Superb specific, ultrasensitive, and rapid identification of the oseltamivir-resistant H1N1 virus: naked-eye and SERS dual-mode assay using functional gold nanoparticles

Abstract

To prevent the global transmission of mutant viruses and minimize the damage caused by mutant virus infection, the accurate identification of newly emerged mutant viruses should be a priority. The key problem in mutant virus identification is that the selective detection of a mutant virus in the biological environment, where small amounts of mutant virus and copious amounts of wild-type virus coexist, is difficult. Herein, we report specific and ultrasensitive detection of oseltamivir-resistant (pH1N1/H275Y mutant) virus using functional Au nanoparticles (NPs). The functional Au NPs were prepared by modifying the surfaces of Au NPs with oseltamivir hexylthiol (OHT) and malachite green isothiocyanate (MGITC) simultaneously. OHT is an excellent receptor for the pH1N1/H275Y mutant virus because it has a 250-fold higher binding affinity for the pH1N1/H275Y mutant virus than for the wild-type virus. MGITC is a Raman reporter that provides a distinctive surface-enhanced Raman scattering (SERS) signal. The SERS signal of MGITC on Au NPs allows us to detect pH1N1/H275Y mutant viruses sensitively and quantitatively. The functional Au NPs enable naked-eye and SERS dual-mode detection of mutant viruses. Only in the presence of the pH1N1/H275Y mutant virus, the functional Au NPs aggregate, and the color of the NPs changes from red to purple. This allows us to detect mutant viruses with the naked eye.
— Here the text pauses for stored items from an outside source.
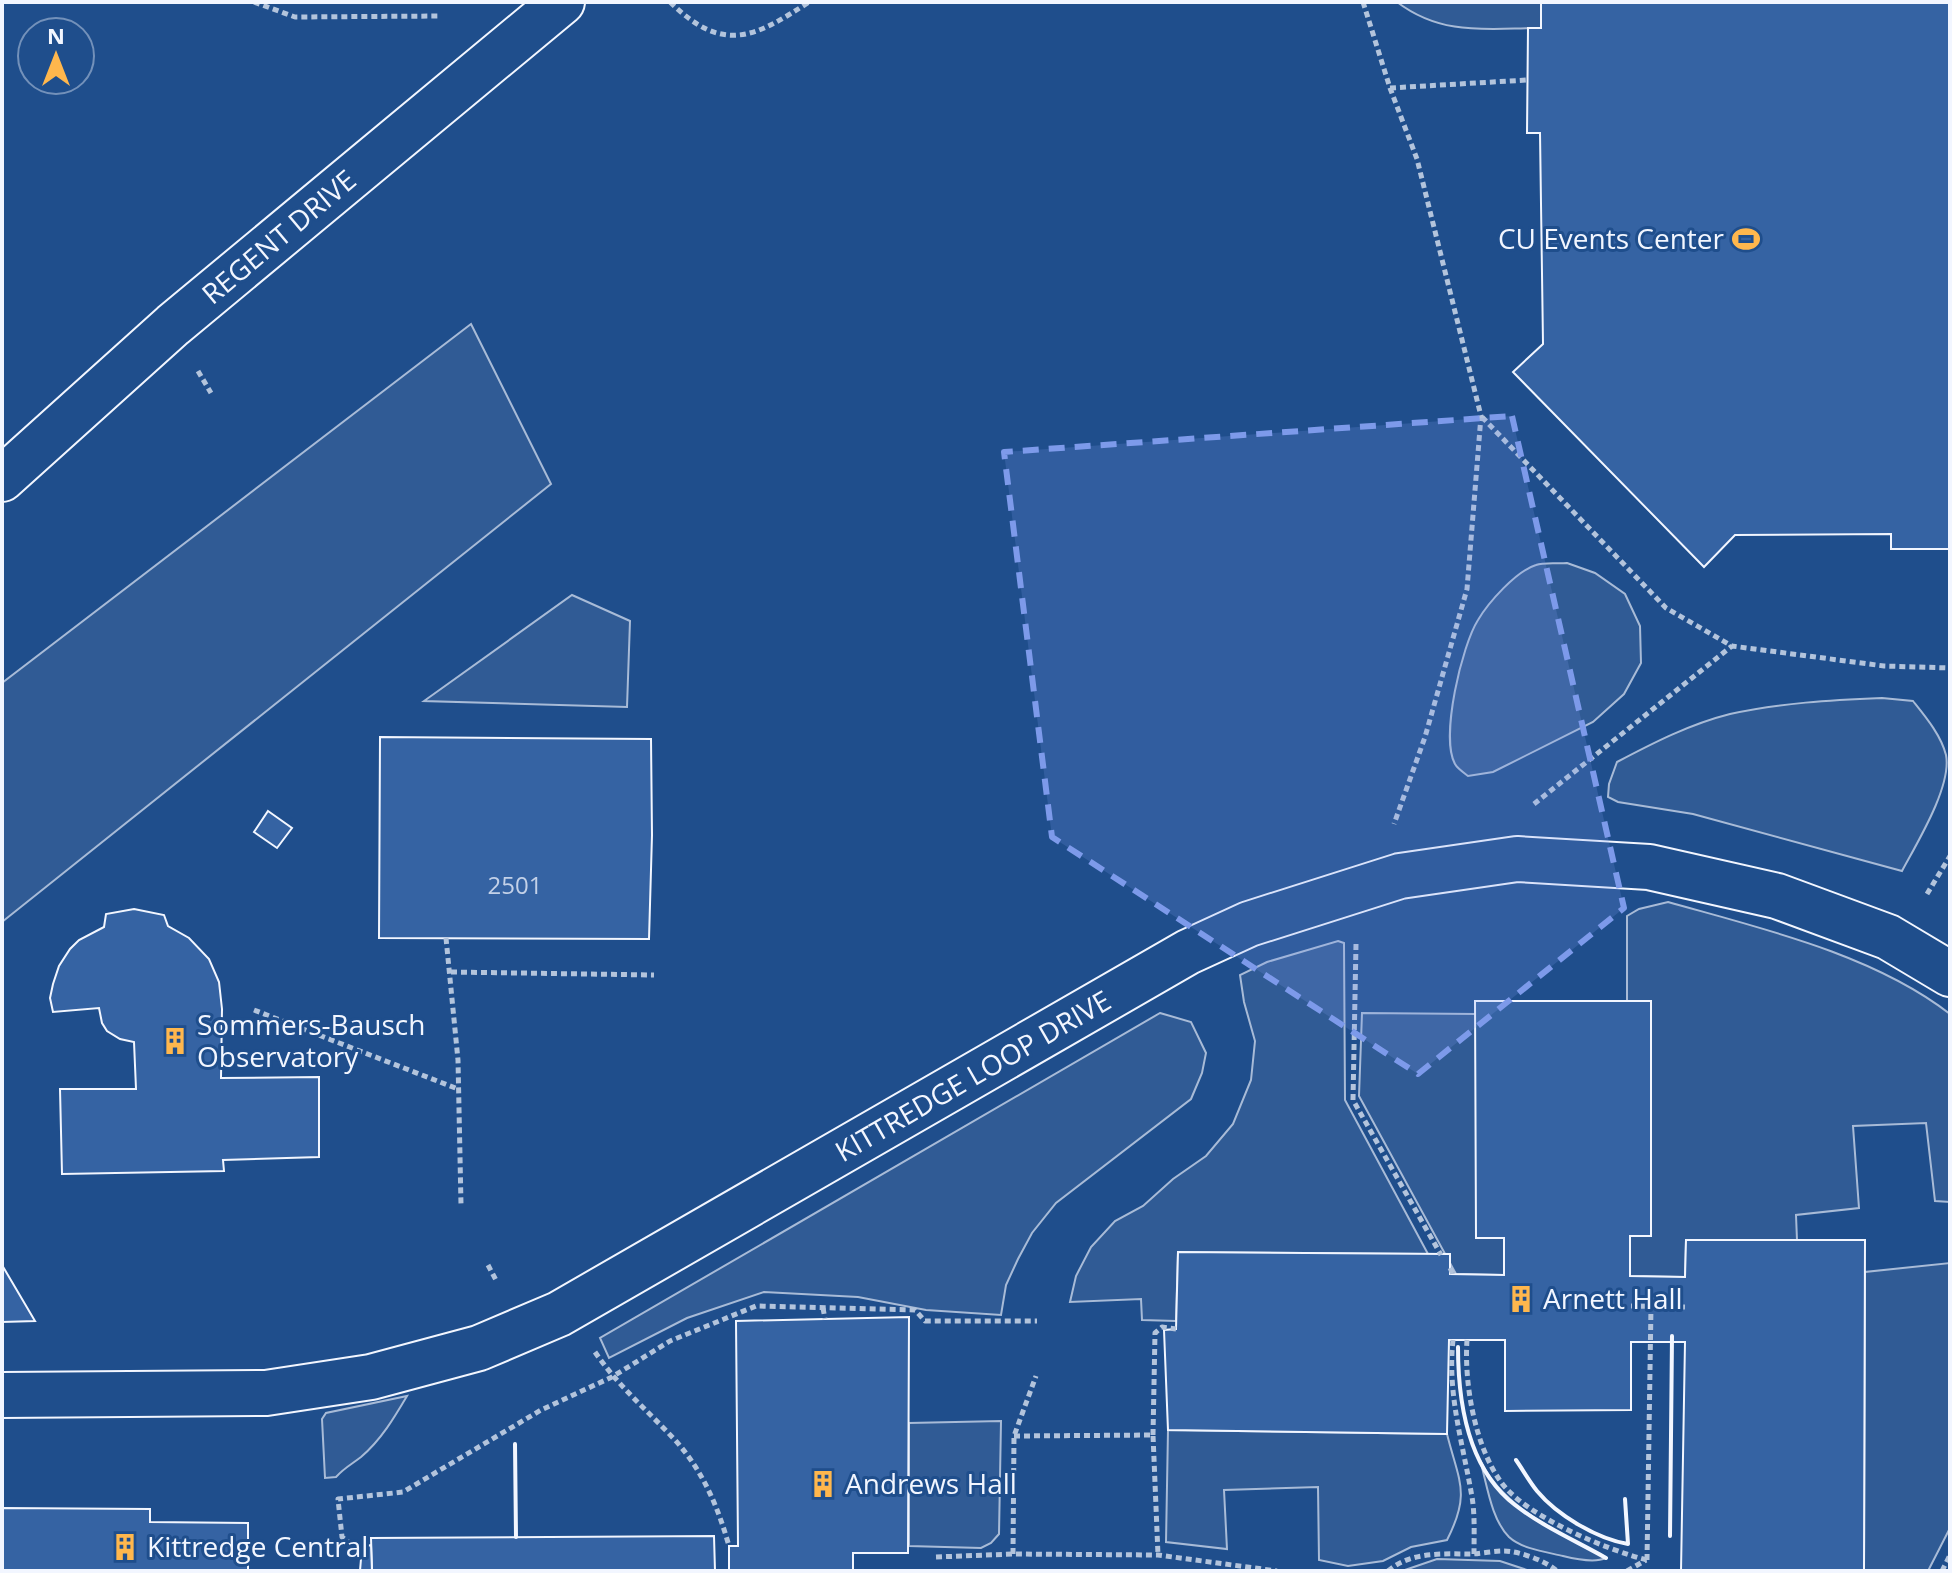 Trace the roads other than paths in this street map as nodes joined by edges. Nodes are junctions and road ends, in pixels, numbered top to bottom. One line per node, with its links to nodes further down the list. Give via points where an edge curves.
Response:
1 (562, 2): 2 (street, REGENT DRIVE, via 173,325)
2 (2, 479)
3 (1950, 974): 4 (street, KITTREDGE LOOP DRIVE, via 1888,937 1777,896 1649,867 1517,859 1400,876 1249,924 1188,952 559,1314 479,1348 371,1377 266,1393)
4 (2, 1395)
Furthermore, the aggregated Au NPs can provide strong SERS signals of MGITC. By measuring the SERS signals, we could detect the pH1N1/H275Y mutant virus with a detection limit of 10 PFU. Importantly, the pH1N1/H275Y mutant virus could be detected by using the functional Au NPs even in a mixture of mutant and wild-type viruses with a ratio of 1/100. This result suggests that the present method might be employed for the diagnosis of oseltamivir-resistant virus and for further research, including mutant virus analysis and drug development.